(Recorded data)
=== Begin Enclosure ===

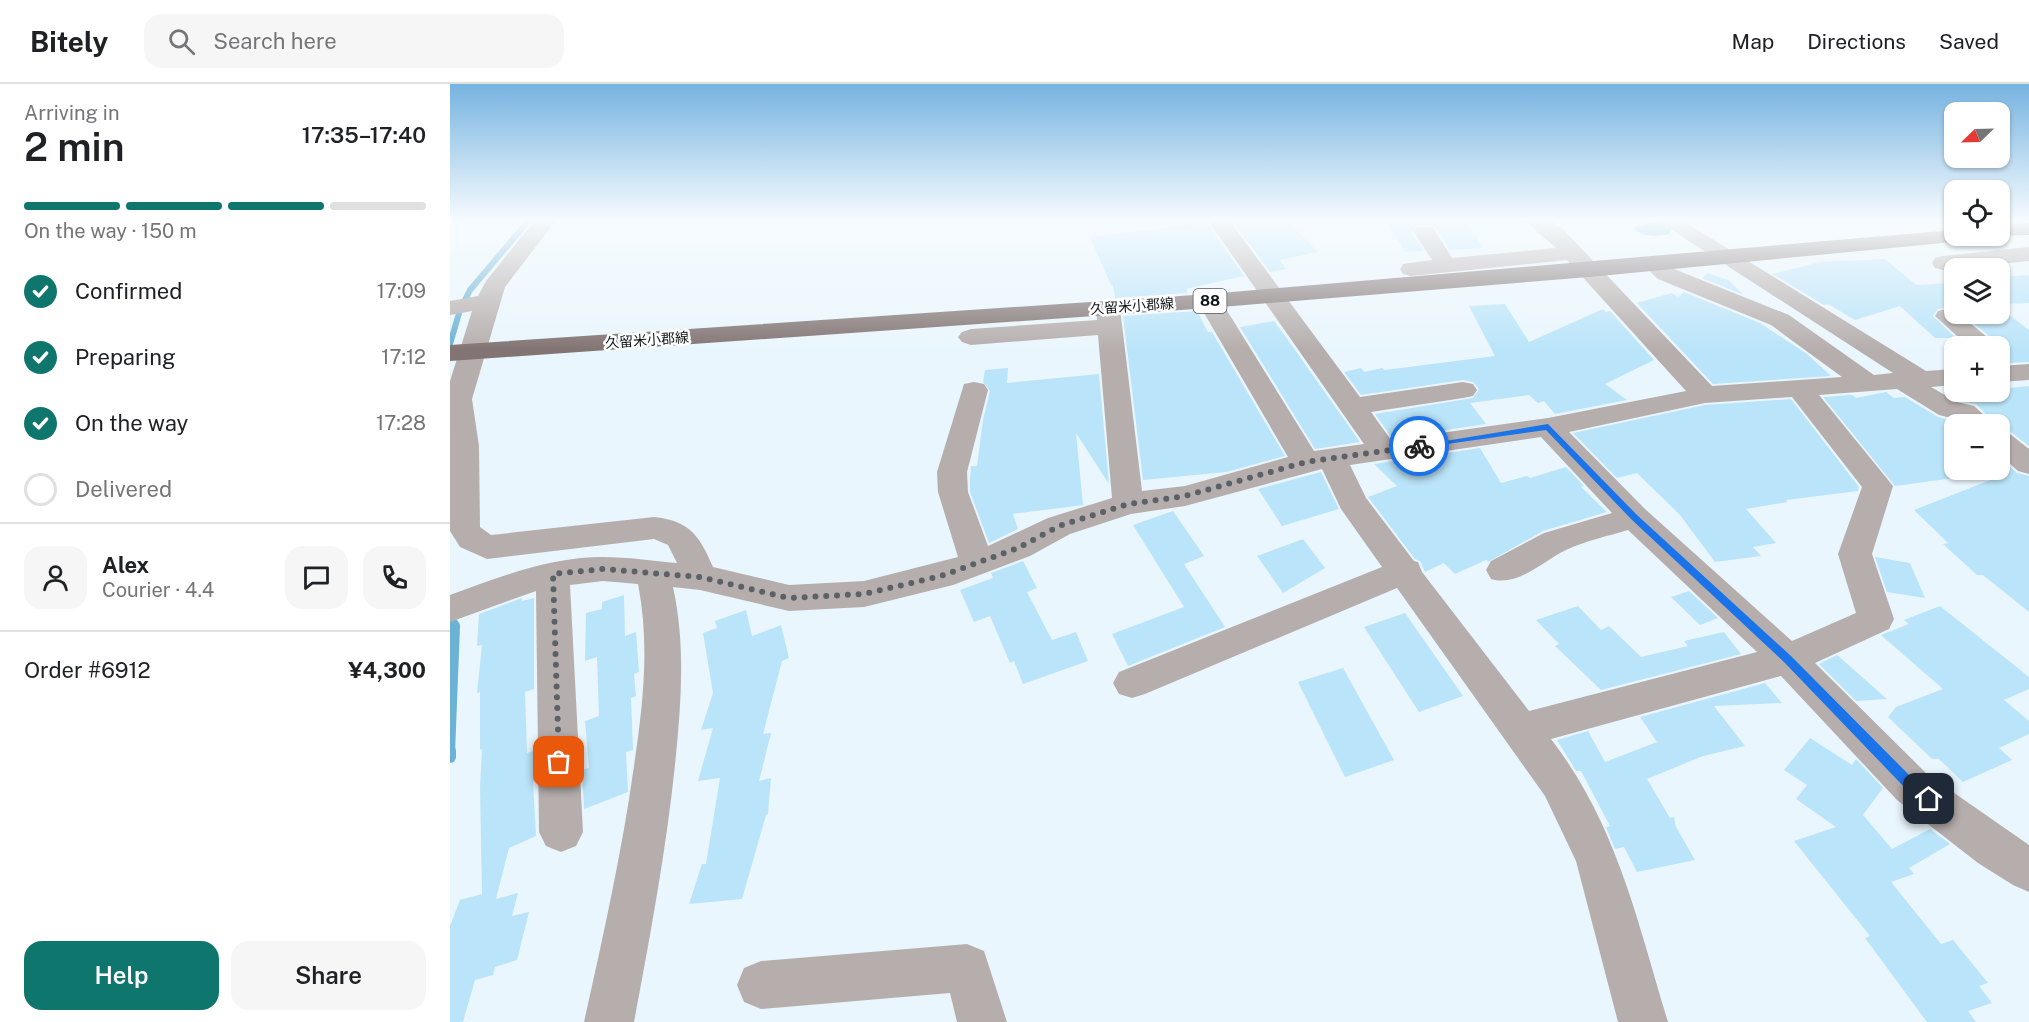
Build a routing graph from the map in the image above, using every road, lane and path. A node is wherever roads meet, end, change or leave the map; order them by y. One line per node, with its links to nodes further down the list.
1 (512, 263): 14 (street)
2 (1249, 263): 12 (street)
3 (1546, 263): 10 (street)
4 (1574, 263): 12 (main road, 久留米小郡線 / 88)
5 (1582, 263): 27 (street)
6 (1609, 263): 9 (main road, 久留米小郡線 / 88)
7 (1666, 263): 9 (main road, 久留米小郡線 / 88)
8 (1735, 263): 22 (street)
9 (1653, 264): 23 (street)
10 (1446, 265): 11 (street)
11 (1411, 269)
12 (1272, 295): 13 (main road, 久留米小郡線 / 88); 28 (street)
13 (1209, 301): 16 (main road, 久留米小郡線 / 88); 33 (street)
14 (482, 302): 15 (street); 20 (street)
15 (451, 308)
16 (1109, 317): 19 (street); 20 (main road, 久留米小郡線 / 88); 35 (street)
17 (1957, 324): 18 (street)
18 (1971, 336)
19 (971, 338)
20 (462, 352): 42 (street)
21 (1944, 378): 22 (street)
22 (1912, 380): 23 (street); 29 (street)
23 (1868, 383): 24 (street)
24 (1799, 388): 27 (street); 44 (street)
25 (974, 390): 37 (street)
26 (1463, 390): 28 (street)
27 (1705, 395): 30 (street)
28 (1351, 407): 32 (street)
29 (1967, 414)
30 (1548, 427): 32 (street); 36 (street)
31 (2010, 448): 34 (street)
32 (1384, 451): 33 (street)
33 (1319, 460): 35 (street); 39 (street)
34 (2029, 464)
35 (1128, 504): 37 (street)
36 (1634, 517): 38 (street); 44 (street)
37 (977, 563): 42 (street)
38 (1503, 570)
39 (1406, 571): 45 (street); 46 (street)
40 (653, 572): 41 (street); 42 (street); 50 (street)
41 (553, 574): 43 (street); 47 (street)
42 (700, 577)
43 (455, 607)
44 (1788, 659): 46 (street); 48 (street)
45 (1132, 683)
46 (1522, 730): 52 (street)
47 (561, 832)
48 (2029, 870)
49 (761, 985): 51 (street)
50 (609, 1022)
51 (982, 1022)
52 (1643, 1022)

=== End Enclosure ===
=== Begin Enclosure ===

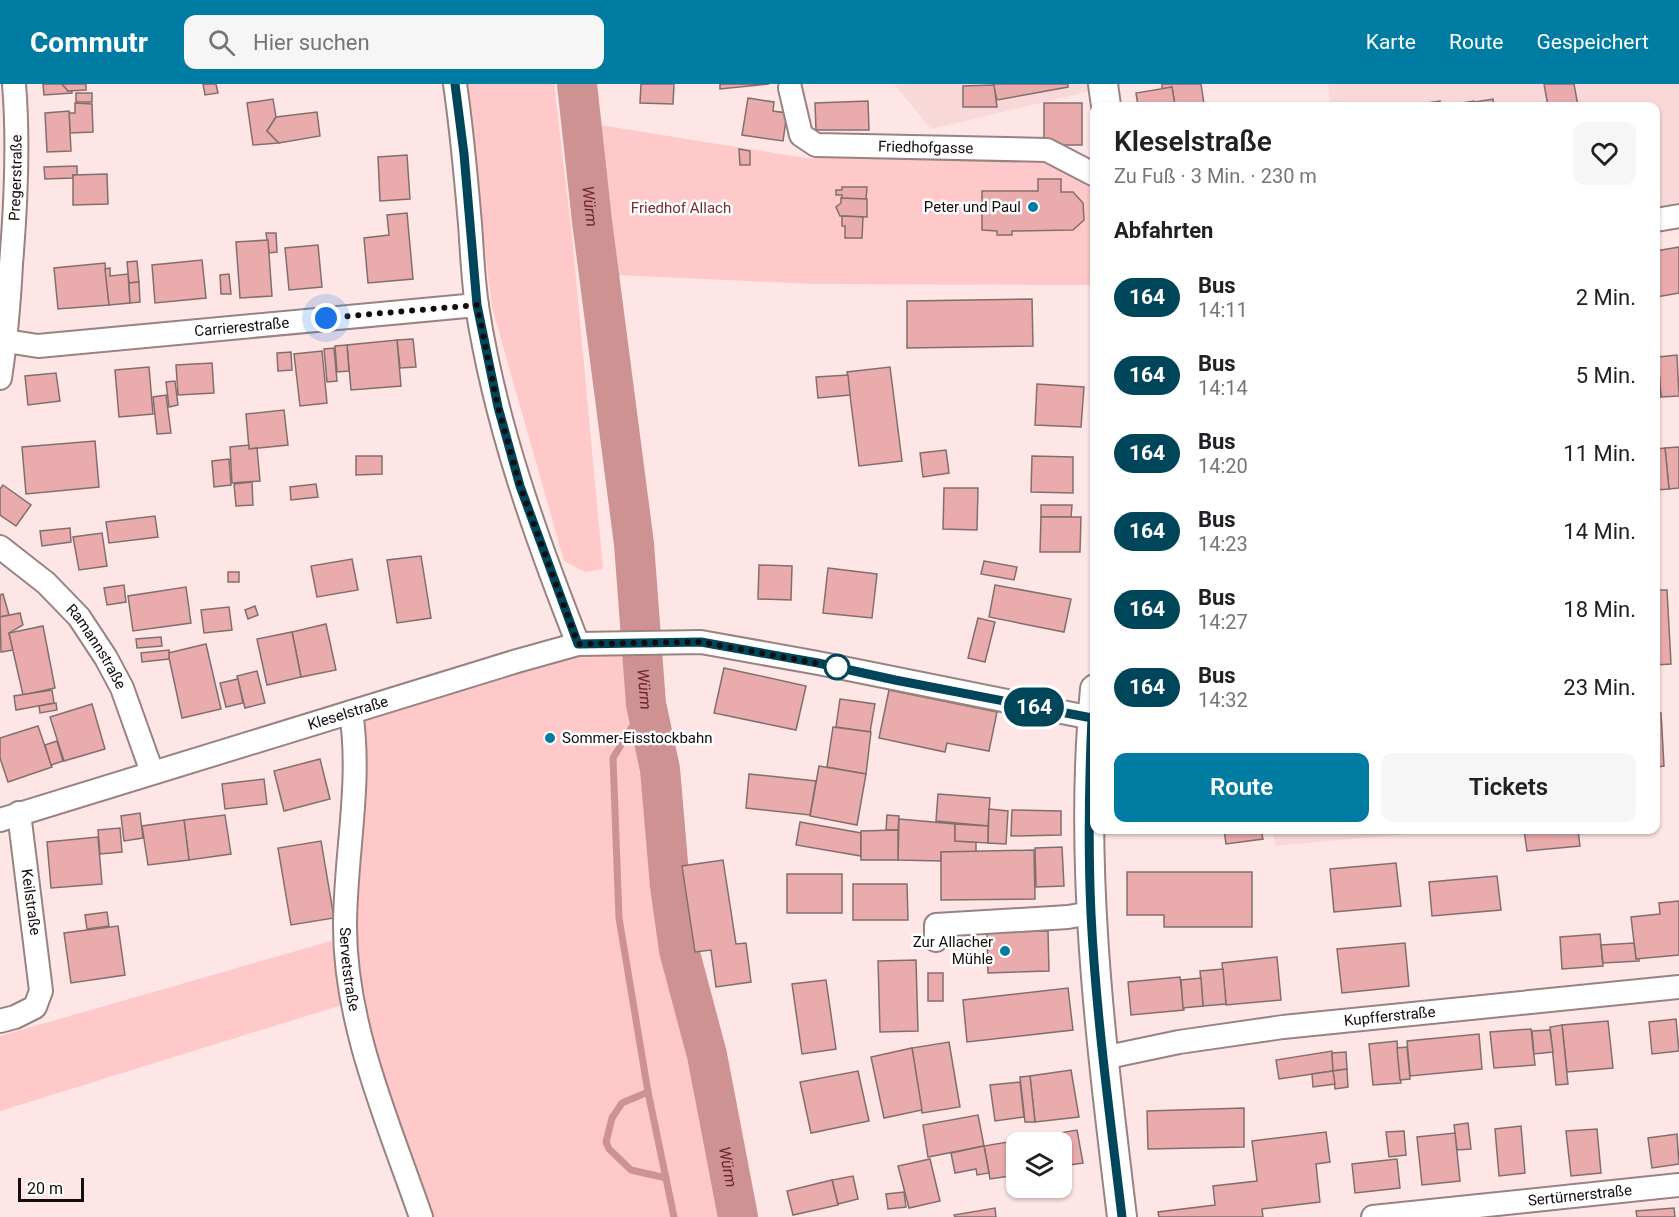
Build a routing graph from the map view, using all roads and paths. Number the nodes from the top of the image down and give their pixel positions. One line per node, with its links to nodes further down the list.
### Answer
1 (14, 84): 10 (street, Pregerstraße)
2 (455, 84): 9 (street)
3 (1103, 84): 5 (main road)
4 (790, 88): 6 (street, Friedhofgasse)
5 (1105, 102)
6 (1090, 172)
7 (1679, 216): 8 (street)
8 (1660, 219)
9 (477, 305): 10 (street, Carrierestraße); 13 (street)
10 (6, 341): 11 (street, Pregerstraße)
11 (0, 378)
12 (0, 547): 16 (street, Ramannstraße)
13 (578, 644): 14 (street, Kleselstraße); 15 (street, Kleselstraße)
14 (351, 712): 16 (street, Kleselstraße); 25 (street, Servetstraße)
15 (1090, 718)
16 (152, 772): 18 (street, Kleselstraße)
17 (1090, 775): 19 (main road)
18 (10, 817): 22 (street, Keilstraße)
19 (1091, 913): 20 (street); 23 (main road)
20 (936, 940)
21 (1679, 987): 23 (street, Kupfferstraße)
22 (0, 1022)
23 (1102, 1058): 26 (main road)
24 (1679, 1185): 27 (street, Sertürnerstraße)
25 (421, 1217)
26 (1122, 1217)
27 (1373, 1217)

=== End Enclosure ===
=== Begin Enclosure ===

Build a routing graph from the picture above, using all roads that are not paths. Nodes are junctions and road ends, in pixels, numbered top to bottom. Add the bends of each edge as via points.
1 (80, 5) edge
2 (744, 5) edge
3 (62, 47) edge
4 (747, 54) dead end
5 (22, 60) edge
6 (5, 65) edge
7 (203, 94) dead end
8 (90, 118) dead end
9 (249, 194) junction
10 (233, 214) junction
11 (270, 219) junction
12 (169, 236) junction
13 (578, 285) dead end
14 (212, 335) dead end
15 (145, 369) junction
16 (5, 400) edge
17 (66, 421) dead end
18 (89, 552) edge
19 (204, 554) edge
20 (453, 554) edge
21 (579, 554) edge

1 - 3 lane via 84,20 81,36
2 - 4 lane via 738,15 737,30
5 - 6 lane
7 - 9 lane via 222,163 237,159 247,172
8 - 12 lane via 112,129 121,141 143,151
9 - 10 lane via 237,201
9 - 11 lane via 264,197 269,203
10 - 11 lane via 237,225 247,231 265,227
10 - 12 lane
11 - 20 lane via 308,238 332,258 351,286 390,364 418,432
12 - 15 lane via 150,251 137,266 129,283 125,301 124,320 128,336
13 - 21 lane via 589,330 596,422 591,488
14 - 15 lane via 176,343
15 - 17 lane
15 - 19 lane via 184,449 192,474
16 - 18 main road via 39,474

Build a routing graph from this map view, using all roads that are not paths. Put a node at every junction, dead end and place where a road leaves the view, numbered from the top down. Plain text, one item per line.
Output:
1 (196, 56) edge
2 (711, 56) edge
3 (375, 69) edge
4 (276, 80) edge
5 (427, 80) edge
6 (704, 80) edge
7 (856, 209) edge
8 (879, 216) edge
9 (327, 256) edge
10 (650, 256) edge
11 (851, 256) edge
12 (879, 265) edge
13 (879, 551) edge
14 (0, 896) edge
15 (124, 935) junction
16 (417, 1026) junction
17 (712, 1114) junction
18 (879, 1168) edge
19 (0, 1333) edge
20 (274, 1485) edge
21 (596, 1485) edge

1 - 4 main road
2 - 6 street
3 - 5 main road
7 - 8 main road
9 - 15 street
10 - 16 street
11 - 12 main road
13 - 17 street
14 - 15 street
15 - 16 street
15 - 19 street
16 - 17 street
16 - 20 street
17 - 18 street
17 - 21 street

=== End Enclosure ===

#### [Work task]
Extract every line containing the string "view" from the data above.

#### [Response to this task]
Build a routing graph from the map view, using all roads and paths. Number the nodes from the top of the image down and give their pixel positions. One line per node, with its links to nodes further down the list.
Build a routing graph from this map view, using all roads that are not paths. Put a node at every junction, dead end and place where a road leaves the view, numbered from the top down. Plain text, one item per line.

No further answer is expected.